# Carlos Mencia rips off Bill Cosby (Youtube linked)



## Thanos (Mar 21, 2007)

Music videos have come a long way. Punk rock hasn't.

I know Mencia has been accused of stealing before. I never liked him much, but you can get away with stealing jokes from guys who aren't as mainstream, like Joe Rogan. But now, an almost word for word plagiarism of Bill Cosby, and from one of his best and well liked stand up routines? "Himself" is one of the greatest stand up acts ever, which makes this even more of a shame. 

*I wasn't sure whether to post this here, or the NF Cafe.


----------



## Bender (Mar 21, 2007)

Nah, It's ok you put in the right spot.


It's like I,ve said before Mencia sucks. He stole from George Lopez and now his dumbass is stealing from a comical genius like Bill Cosby. Thank god he didn't steal Dave Chapelle's acts then I'd be pissed but right now  I'm not surprised from his recent acts.


----------



## Seto Kaiba (Mar 21, 2007)

He's been accused of this before, by George Lopez and others, I believe.


----------



## Bender (Mar 21, 2007)

Carlos Mencia is a fat piece of shit who can't through a show without mentioning a joke by other people before It's not even funny.

He stole ideas from: 


Dave Chapelle
George Lopez
Bill Cosby 
Ari
and the fuckin list goes on and on

I,ve got a new name for Mencia from now on we call him Carlos Menstealia


----------



## Potentialflip (Mar 21, 2007)

I don't know why people like him. He is by no means original. His stereotypical jokes were funny at first but it totally sucks now. He just sucks period. This is the first I hear of this. I hope his reputation starts to go downhill.


----------



## Bear Walken (Mar 21, 2007)

One wonders how this guy continues to get stand up gigs  

I just wished someone had a camera on them when George Lopez choked the bitch  ...


----------



## Dirty Harry (Mar 21, 2007)

I can't understand people who choose to defend him by saying that his "delivery" was way better than those of the people he stole material from. All he does is yell a lot, and imitate retards


----------



## Robotkiller (Mar 21, 2007)

He's not even a mexican.

His name is fucking ned holness.


----------



## BladeofTheChad (Mar 21, 2007)

Carlos Mencia is a piece of shit.


----------



## Purgatory (Mar 21, 2007)

This devil does not care one bit if he steals. It's only comedy. Hell, music has been taken from one band to another, and I do not see you vunerable humans complaining of such. As long as the man has jokes, he's inclined to having his own show, original or not.


----------



## Gray Wolf (Mar 22, 2007)

Carlos Mencia is a joke thief but it has brought some amusement. It was funny watching Joe Rogan go after Mencia on stage for stealing jokes.

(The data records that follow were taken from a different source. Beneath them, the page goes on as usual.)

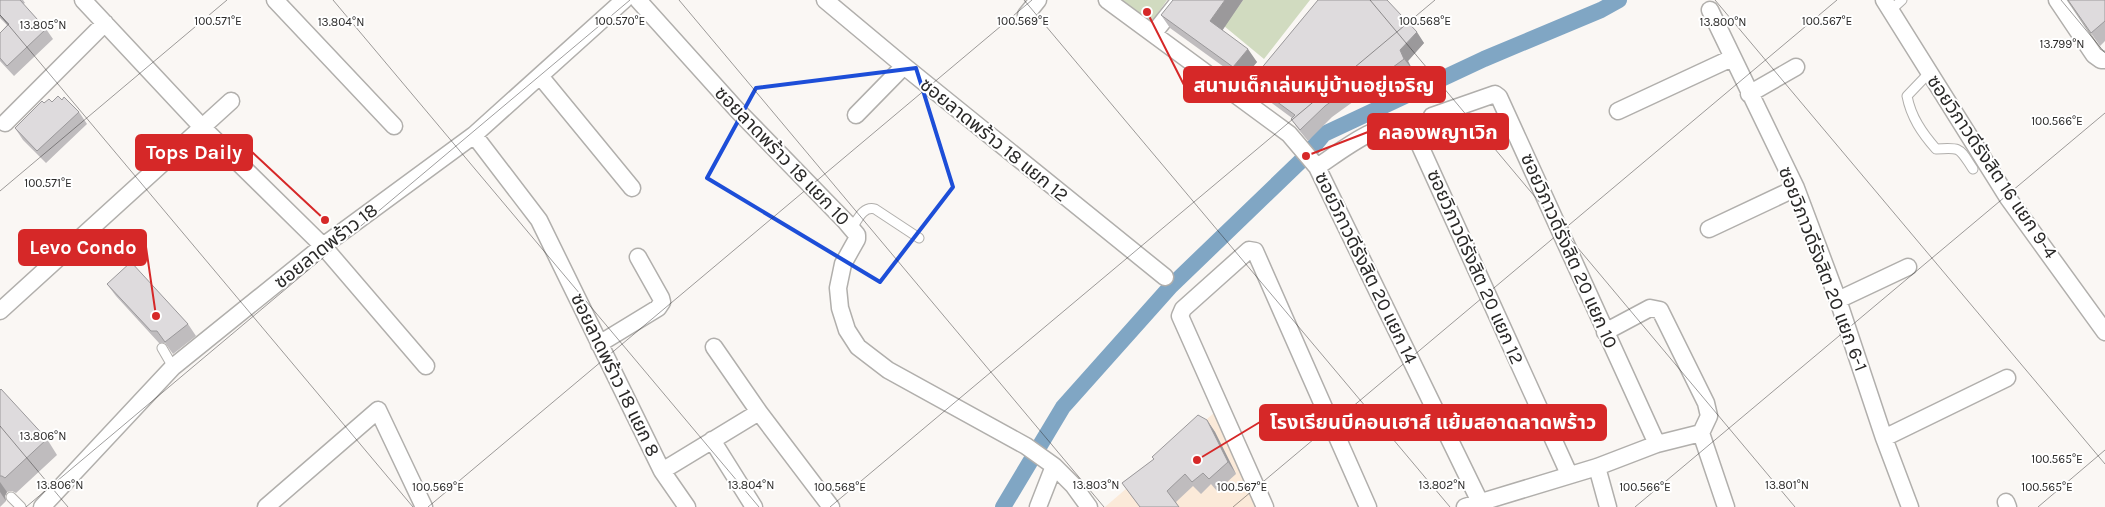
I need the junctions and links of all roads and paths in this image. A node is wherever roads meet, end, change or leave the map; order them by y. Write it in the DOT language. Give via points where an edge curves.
graph roads {
  1 [pos="83,0"];
  2 [pos="275,0"];
  3 [pos="624,0"];
  4 [pos="638,0"];
  5 [pos="825,0"];
  6 [pos="1038,0"];
  7 [pos="1107,0"];
  8 [pos="1180,0"];
  9 [pos="2057,0"];
  10 [pos="1892,4"];
  11 [pos="1710,10"];
  12 [pos="1026,15"];
  13 [pos="105,23"];
  14 [pos="1153,34"];
  15 [pos="2100,57"];
  16 [pos="1732,58"];
  17 [pos="904,66"];
  18 [pos="1796,67"];
  19 [pos="1929,73"];
  20 [pos="540,76"];
  21 [pos="1749,94"];
  22 [pos="231,100"];
  23 [pos="1618,111"];
  24 [pos="856,115"];
  25 [pos="1432,116"];
  26 [pos="5,123"];
  27 [pos="201,126"];
  28 [pos="394,126"];
  29 [pos="474,135"];
  30 [pos="1317,167"];
  31 [pos="1973,169"];
  32 [pos="632,188"];
  33 [pos="1796,188"];
  34 [pos="852,228"];
  35 [pos="1709,229"];
  36 [pos="919,238"];
  37 [pos="323,246"];
  38 [pos="638,258"];
  39 [pos="1908,268"];
  40 [pos="1166,278"];
  41 [pos="1838,300"];
  42 [pos="0,311"];
  43 [pos="1605,332"];
  44 [pos="2105,332"];
  45 [pos="599,344"];
  46 [pos="162,348"];
  47 [pos="714,348"];
  48 [pos="426,366"];
  49 [pos="173,368"];
  50 [pos="2006,378"];
  51 [pos="759,412"];
  52 [pos="1701,433"];
  53 [pos="1884,438"];
  54 [pos="712,440"];
  55 [pos="1657,444"];
  56 [pos="1054,466"];
  57 [pos="1597,467"];
  58 [pos="662,471"];
  59 [pos="1569,474"];
  60 [pos="12,496"];
  61 [pos="1483,504"];
  62 [pos="21,507"];
  63 [pos="42,507"];
  64 [pos="266,507"];
  65 [pos="424,507"];
  66 [pos="686,507"];
  67 [pos="754,507"];
  68 [pos="831,507"];
  69 [pos="1038,507"];
  70 [pos="1088,507"];
  71 [pos="1265,507"];
  72 [pos="1368,507"];
  73 [pos="1608,507"];
  74 [pos="1726,507"];
  75 [pos="1910,507"];
  1 -- 13 [label="street"];
  2 -- 28 [label="street"];
  3 -- 20 [label="street, ซอยลาดพร้าว 18"];
  4 -- 34 [label="street, ซอยลาดพร้าว 18 แยก 10" via="738,112"];
  5 -- 17 [label="street, ซอยลาดพร้าว 18 แยก 12"];
  6 -- 12 [label="street"];
  7 -- 14 [label="street, ซอยวิภาวดีรังสิต 20 แยก 14"];
  8 -- 14 [label="street"];
  9 -- 15 [label="street"];
  10 -- 19 [label="street, ซอยวิภาวดีรังสิต 16 แยก 9-4"];
  11 -- 16 [label="street, ซอยวิภาวดีรังสิต 20 แยก 6-1"];
  13 -- 26 [label="street"];
  13 -- 27 [label="street"];
  14 -- 30 [label="street, ซอยวิภาวดีรังสิต 20 แยก 14" via="1244,94 1289,134"];
  16 -- 21 [label="street, ซอยวิภาวดีรังสิต 20 แยก 6-1"];
  16 -- 23 [label="street"];
  17 -- 24 [label="street"];
  17 -- 40 [label="street, ซอยลาดพร้าว 18 แยก 12"];
  18 -- 21 [label="street"];
  19 -- 31 [label="lane" via="1907,96 1910,112 1936,149 1956,147"];
  19 -- 44 [label="street, ซอยวิภาวดีรังสิต 16 แยก 9-4" via="2008,198"];
  20 -- 29 [label="street, ซอยลาดพร้าว 18"];
  20 -- 32 [label="street"];
  21 -- 33 [label="street, ซอยวิภาวดีรังสิต 20 แยก 6-1"];
  22 -- 27 [label="street"];
  25 -- 43 [label="street, ซอยวิภาวดีรังสิต 20 แยก 10" via="1495,94 1499,96"];
  27 -- 37 [label="street"];
  27 -- 42 [label="street"];
  29 -- 37 [label="street, ซอยลาดพร้าว 18"];
  29 -- 45 [label="street, ซอยลาดพร้าว 18 แยก 8" via="539,220"];
  30 -- 59 [label="street, ซอยวิภาวดีรังสิต 20 แยก 12" via="1376,130 1406,127 1416,137"];
  30 -- 61 [label="street, ซอยวิภาวดีรังสิต 20 แยก 14"];
  33 -- 35 [label="street"];
  33 -- 41 [label="street, ซอยวิภาวดีรังสิต 20 แยก 6-1"];
  34 -- 36 [label="lane" via="864,210 870,208"];
  34 -- 56 [label="street, ซอยลาดพร้าว 18 แยก 10" via="857,239 843,264 838,288 848,330 858,347 888,370 1026,446"];
  37 -- 48 [label="street"];
  37 -- 49 [label="street, ซอยลาดพร้าว 18"];
  38 -- 45 [label="street" via="661,298 661,304"];
  39 -- 41 [label="street"];
  41 -- 53 [label="street, ซอยวิภาวดีรังสิต 20 แยก 6-1"];
  43 -- 52 [label="street" via="1650,308 1660,310 1706,403 1709,416"];
  43 -- 55 [label="street, ซอยวิภาวดีรังสิต 20 แยก 10"];
  45 -- 58 [label="street, ซอยลาดพร้าว 18 แยก 8"];
  46 -- 49 [label="lane"];
  47 -- 51 [label="street"];
  49 -- 63 [label="street, ซอยลาดพร้าว 18"];
  50 -- 53 [label="street"];
  51 -- 54 [label="street, ซอยลาดพร้าว 18 แยก 8"];
  51 -- 68 [label="street"];
  52 -- 55 [label="street"];
  52 -- 74 [label="street"];
  53 -- 75 [label="street, ซอยวิภาวดีรังสิต 20 แยก 6-1"];
  54 -- 58 [label="street, ซอยลาดพร้าว 18 แยก 8"];
  54 -- 67 [label="street"];
  55 -- 57 [label="street"];
  56 -- 69 [label="street"];
  56 -- 70 [label="street, ซอยลาดพร้าว 18 แยก 10"];
  57 -- 59 [label="street"];
  57 -- 73 [label="street"];
  58 -- 66 [label="street"];
  59 -- 61 [label="street"];
  60 -- 62 [label="lane"];
  64 -- 65 [label="street" via="378,410"];
  71 -- 72 [label="street" via="1180,316 1183,309 1249,250 1255,251"];
}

do this to see how fast you can run


----------



## Hell On Earth (Mar 22, 2007)

Carlos has a lot of explaining to do.


----------



## Lord Yu (Mar 22, 2007)

This is nothing. Hell, Richard Pryor ripped off Bill Cosby early in his career.


----------



## Hell On Earth (Mar 22, 2007)

Paul Mooney wrote for Richard Pryor, there's songwriters that write for artists called ghost writers. Screenwriters right the script and actors make it come to life.


----------



## BladeofTheChad (Mar 22, 2007)

Corrupt Vergil said:


> This devil does not care one bit if he steals. It's only comedy. Hell, music has been taken from one band to another, and I do not see you vunerable humans complaining of such. As long as the man has jokes, he's inclined to having his own show, original or not.



He does not have jokes, JOKES ARE FUNNY!


----------



## k-k-Kyle (Mar 22, 2007)

I never liked carlos mencia, mainly because he gets laughs by acting like a retard.


----------



## Thanos (Mar 22, 2007)

Corrupt Vergil said:


> This devil does not care one bit if he steals. It's only comedy. Hell, music has been taken from one band to another, and I do not see you vunerable humans complaining of such. As long as the man has jokes, he's inclined to having his own show, original or not.




When a band does a cover song, they must get the rights from the owners, otherwise they get in big trouble legally. Mencia has not gotten consent from any of the comedians from whom he has stolen material. A comedy routine is _every bit as hard to write and then present (which mencia can't do all that well)_ as a song. Especially considering the lyrics that pass off for pop music these days. Stand up comedy is much more difficult than it looks. Go to a local comedy club and talk to one of the acts, you will find out how much work goes into it. 

Stealing work from Bill Cosby and passing it off as your own is the comedy equivalent of playing stairway to heaven and then saying that you wrote it.


----------



## Bender (Mar 22, 2007)

Lord Yu said:


> This is nothing. Hell, Richard Pryor ripped off Bill Cosby early in his career.



What do you mean this is nothing? He stole a 13 minute comedy routine from George Lopez and not to mention Bill Cosby and others who are willing to kick his ass. Also just like Richard Pryor Paul Mooney has been writing for other comedians.


----------



## Nico (Mar 22, 2007)

The overrated adapt form the underrated.


----------



## Instant Karma (Mar 22, 2007)

A 13 min comedy routine?? Damn. Didn't know it was quite like_ that_. I did see the Joe Rogan vid. Why haven't they put him out there in public like on someone's show? 

And Paul Mooney is the shit.


----------



## Bender (Mar 22, 2007)

Jiraiya'sGirl83 said:


> A 13 min comedy routine?? Damn. Didn't know it was quite like_ that_. I did see the Joe Rogan vid. Why haven't they put him out there in public like on someone's show?



Because he's too busy with his show Fear factor


----------



## Thanos (Mar 22, 2007)

The pile of evidence against Mr. Mencia is getting bigger every day. 



This guy's ego knows no bounds.


----------